MATERIAL FOR THIS EXERCISE section start

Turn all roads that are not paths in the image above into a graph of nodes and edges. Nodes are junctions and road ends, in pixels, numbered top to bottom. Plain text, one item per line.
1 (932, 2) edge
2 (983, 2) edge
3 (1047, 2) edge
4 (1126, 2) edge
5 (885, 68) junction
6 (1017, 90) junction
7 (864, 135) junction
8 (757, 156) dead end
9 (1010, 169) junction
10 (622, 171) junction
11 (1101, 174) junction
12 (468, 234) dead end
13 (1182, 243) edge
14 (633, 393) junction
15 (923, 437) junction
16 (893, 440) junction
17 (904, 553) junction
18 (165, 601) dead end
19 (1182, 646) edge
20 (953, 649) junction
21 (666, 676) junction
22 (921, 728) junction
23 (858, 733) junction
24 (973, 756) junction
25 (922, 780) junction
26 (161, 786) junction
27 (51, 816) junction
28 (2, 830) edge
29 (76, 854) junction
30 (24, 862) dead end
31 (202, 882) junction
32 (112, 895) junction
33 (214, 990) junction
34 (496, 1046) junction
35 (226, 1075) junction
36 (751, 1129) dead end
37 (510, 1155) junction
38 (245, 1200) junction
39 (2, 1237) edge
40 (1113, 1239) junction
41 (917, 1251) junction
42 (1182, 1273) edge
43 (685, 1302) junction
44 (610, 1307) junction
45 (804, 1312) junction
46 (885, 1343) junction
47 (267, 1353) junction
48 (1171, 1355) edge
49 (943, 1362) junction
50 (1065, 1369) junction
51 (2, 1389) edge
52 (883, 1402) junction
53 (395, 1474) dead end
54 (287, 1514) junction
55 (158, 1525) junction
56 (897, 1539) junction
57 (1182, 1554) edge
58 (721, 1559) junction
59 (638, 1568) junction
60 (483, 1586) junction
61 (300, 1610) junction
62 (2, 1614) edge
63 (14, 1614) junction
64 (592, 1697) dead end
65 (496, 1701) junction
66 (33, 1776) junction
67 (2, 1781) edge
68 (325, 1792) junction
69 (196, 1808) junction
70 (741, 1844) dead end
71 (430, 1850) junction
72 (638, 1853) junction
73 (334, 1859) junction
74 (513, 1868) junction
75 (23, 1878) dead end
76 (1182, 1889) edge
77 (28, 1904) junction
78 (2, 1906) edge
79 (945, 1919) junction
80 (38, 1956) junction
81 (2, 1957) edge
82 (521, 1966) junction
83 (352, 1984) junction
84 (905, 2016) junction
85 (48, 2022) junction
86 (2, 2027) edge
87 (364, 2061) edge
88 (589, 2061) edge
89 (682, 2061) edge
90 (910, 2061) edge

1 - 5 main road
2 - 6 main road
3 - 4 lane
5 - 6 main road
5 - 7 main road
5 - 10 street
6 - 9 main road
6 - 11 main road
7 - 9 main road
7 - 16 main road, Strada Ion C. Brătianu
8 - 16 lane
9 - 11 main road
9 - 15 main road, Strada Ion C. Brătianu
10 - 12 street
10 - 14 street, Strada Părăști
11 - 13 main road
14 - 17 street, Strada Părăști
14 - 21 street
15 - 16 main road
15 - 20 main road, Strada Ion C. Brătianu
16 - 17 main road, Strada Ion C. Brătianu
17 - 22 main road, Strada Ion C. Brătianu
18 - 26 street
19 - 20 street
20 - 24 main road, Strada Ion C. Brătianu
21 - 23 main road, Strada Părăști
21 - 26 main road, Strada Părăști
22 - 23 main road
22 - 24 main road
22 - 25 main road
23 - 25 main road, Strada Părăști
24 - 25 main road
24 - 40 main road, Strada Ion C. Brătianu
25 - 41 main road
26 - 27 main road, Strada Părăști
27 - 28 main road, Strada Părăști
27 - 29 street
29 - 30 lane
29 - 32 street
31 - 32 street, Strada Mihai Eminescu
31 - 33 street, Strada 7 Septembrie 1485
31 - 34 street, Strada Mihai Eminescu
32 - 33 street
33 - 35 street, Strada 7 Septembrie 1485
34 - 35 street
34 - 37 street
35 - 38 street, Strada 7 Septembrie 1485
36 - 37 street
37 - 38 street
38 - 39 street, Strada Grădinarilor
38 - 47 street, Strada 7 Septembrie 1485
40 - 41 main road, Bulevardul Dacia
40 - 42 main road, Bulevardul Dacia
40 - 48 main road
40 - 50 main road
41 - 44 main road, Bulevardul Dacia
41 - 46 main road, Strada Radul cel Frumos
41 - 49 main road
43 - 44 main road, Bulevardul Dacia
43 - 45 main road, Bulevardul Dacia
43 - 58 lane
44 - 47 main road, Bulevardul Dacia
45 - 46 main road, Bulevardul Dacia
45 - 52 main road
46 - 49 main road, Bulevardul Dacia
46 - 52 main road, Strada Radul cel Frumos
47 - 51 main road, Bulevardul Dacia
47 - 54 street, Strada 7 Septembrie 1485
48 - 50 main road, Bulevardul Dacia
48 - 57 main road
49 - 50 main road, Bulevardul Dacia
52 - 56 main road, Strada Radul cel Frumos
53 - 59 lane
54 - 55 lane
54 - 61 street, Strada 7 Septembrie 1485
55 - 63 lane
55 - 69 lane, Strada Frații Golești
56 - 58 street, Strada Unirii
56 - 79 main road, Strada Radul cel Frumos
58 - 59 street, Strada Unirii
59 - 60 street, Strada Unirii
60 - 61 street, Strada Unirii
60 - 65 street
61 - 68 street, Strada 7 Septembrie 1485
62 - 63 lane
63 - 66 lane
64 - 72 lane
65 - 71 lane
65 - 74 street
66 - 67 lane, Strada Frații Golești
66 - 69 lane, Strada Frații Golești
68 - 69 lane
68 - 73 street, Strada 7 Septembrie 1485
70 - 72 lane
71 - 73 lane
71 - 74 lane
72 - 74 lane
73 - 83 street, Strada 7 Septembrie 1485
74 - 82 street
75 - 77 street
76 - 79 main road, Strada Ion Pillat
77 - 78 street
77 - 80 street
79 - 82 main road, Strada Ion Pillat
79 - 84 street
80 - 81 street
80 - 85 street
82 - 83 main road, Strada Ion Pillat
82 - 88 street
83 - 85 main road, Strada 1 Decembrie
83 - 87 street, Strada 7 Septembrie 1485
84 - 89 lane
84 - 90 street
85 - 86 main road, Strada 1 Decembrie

MATERIAL FOR THIS EXERCISE section end

WORK REQUEST: The records above need to be transcribed in full. Keep every character unchanged.

ANSWER BOX:
Turn all roads that are not paths in the image above into a graph of nodes and edges. Nodes are junctions and road ends, in pixels, numbered top to bottom. Plain text, one item per line.
1 (932, 2) edge
2 (983, 2) edge
3 (1047, 2) edge
4 (1126, 2) edge
5 (885, 68) junction
6 (1017, 90) junction
7 (864, 135) junction
8 (757, 156) dead end
9 (1010, 169) junction
10 (622, 171) junction
11 (1101, 174) junction
12 (468, 234) dead end
13 (1182, 243) edge
14 (633, 393) junction
15 (923, 437) junction
16 (893, 440) junction
17 (904, 553) junction
18 (165, 601) dead end
19 (1182, 646) edge
20 (953, 649) junction
21 (666, 676) junction
22 (921, 728) junction
23 (858, 733) junction
24 (973, 756) junction
25 (922, 780) junction
26 (161, 786) junction
27 (51, 816) junction
28 (2, 830) edge
29 (76, 854) junction
30 (24, 862) dead end
31 (202, 882) junction
32 (112, 895) junction
33 (214, 990) junction
34 (496, 1046) junction
35 (226, 1075) junction
36 (751, 1129) dead end
37 (510, 1155) junction
38 (245, 1200) junction
39 (2, 1237) edge
40 (1113, 1239) junction
41 (917, 1251) junction
42 (1182, 1273) edge
43 (685, 1302) junction
44 (610, 1307) junction
45 (804, 1312) junction
46 (885, 1343) junction
47 (267, 1353) junction
48 (1171, 1355) edge
49 (943, 1362) junction
50 (1065, 1369) junction
51 (2, 1389) edge
52 (883, 1402) junction
53 (395, 1474) dead end
54 (287, 1514) junction
55 (158, 1525) junction
56 (897, 1539) junction
57 (1182, 1554) edge
58 (721, 1559) junction
59 (638, 1568) junction
60 (483, 1586) junction
61 (300, 1610) junction
62 (2, 1614) edge
63 (14, 1614) junction
64 (592, 1697) dead end
65 (496, 1701) junction
66 (33, 1776) junction
67 (2, 1781) edge
68 (325, 1792) junction
69 (196, 1808) junction
70 (741, 1844) dead end
71 (430, 1850) junction
72 (638, 1853) junction
73 (334, 1859) junction
74 (513, 1868) junction
75 (23, 1878) dead end
76 (1182, 1889) edge
77 (28, 1904) junction
78 (2, 1906) edge
79 (945, 1919) junction
80 (38, 1956) junction
81 (2, 1957) edge
82 (521, 1966) junction
83 (352, 1984) junction
84 (905, 2016) junction
85 (48, 2022) junction
86 (2, 2027) edge
87 (364, 2061) edge
88 (589, 2061) edge
89 (682, 2061) edge
90 (910, 2061) edge

1 - 5 main road
2 - 6 main road
3 - 4 lane
5 - 6 main road
5 - 7 main road
5 - 10 street
6 - 9 main road
6 - 11 main road
7 - 9 main road
7 - 16 main road, Strada Ion C. Brătianu
8 - 16 lane
9 - 11 main road
9 - 15 main road, Strada Ion C. Brătianu
10 - 12 street
10 - 14 street, Strada Părăști
11 - 13 main road
14 - 17 street, Strada Părăști
14 - 21 street
15 - 16 main road
15 - 20 main road, Strada Ion C. Brătianu
16 - 17 main road, Strada Ion C. Brătianu
17 - 22 main road, Strada Ion C. Brătianu
18 - 26 street
19 - 20 street
20 - 24 main road, Strada Ion C. Brătianu
21 - 23 main road, Strada Părăști
21 - 26 main road, Strada Părăști
22 - 23 main road
22 - 24 main road
22 - 25 main road
23 - 25 main road, Strada Părăști
24 - 25 main road
24 - 40 main road, Strada Ion C. Brătianu
25 - 41 main road
26 - 27 main road, Strada Părăști
27 - 28 main road, Strada Părăști
27 - 29 street
29 - 30 lane
29 - 32 street
31 - 32 street, Strada Mihai Eminescu
31 - 33 street, Strada 7 Septembrie 1485
31 - 34 street, Strada Mihai Eminescu
32 - 33 street
33 - 35 street, Strada 7 Septembrie 1485
34 - 35 street
34 - 37 street
35 - 38 street, Strada 7 Septembrie 1485
36 - 37 street
37 - 38 street
38 - 39 street, Strada Grădinarilor
38 - 47 street, Strada 7 Septembrie 1485
40 - 41 main road, Bulevardul Dacia
40 - 42 main road, Bulevardul Dacia
40 - 48 main road
40 - 50 main road
41 - 44 main road, Bulevardul Dacia
41 - 46 main road, Strada Radul cel Frumos
41 - 49 main road
43 - 44 main road, Bulevardul Dacia
43 - 45 main road, Bulevardul Dacia
43 - 58 lane
44 - 47 main road, Bulevardul Dacia
45 - 46 main road, Bulevardul Dacia
45 - 52 main road
46 - 49 main road, Bulevardul Dacia
46 - 52 main road, Strada Radul cel Frumos
47 - 51 main road, Bulevardul Dacia
47 - 54 street, Strada 7 Septembrie 1485
48 - 50 main road, Bulevardul Dacia
48 - 57 main road
49 - 50 main road, Bulevardul Dacia
52 - 56 main road, Strada Radul cel Frumos
53 - 59 lane
54 - 55 lane
54 - 61 street, Strada 7 Septembrie 1485
55 - 63 lane
55 - 69 lane, Strada Frații Golești
56 - 58 street, Strada Unirii
56 - 79 main road, Strada Radul cel Frumos
58 - 59 street, Strada Unirii
59 - 60 street, Strada Unirii
60 - 61 street, Strada Unirii
60 - 65 street
61 - 68 street, Strada 7 Septembrie 1485
62 - 63 lane
63 - 66 lane
64 - 72 lane
65 - 71 lane
65 - 74 street
66 - 67 lane, Strada Frații Golești
66 - 69 lane, Strada Frații Golești
68 - 69 lane
68 - 73 street, Strada 7 Septembrie 1485
70 - 72 lane
71 - 73 lane
71 - 74 lane
72 - 74 lane
73 - 83 street, Strada 7 Septembrie 1485
74 - 82 street
75 - 77 street
76 - 79 main road, Strada Ion Pillat
77 - 78 street
77 - 80 street
79 - 82 main road, Strada Ion Pillat
79 - 84 street
80 - 81 street
80 - 85 street
82 - 83 main road, Strada Ion Pillat
82 - 88 street
83 - 85 main road, Strada 1 Decembrie
83 - 87 street, Strada 7 Septembrie 1485
84 - 89 lane
84 - 90 street
85 - 86 main road, Strada 1 Decembrie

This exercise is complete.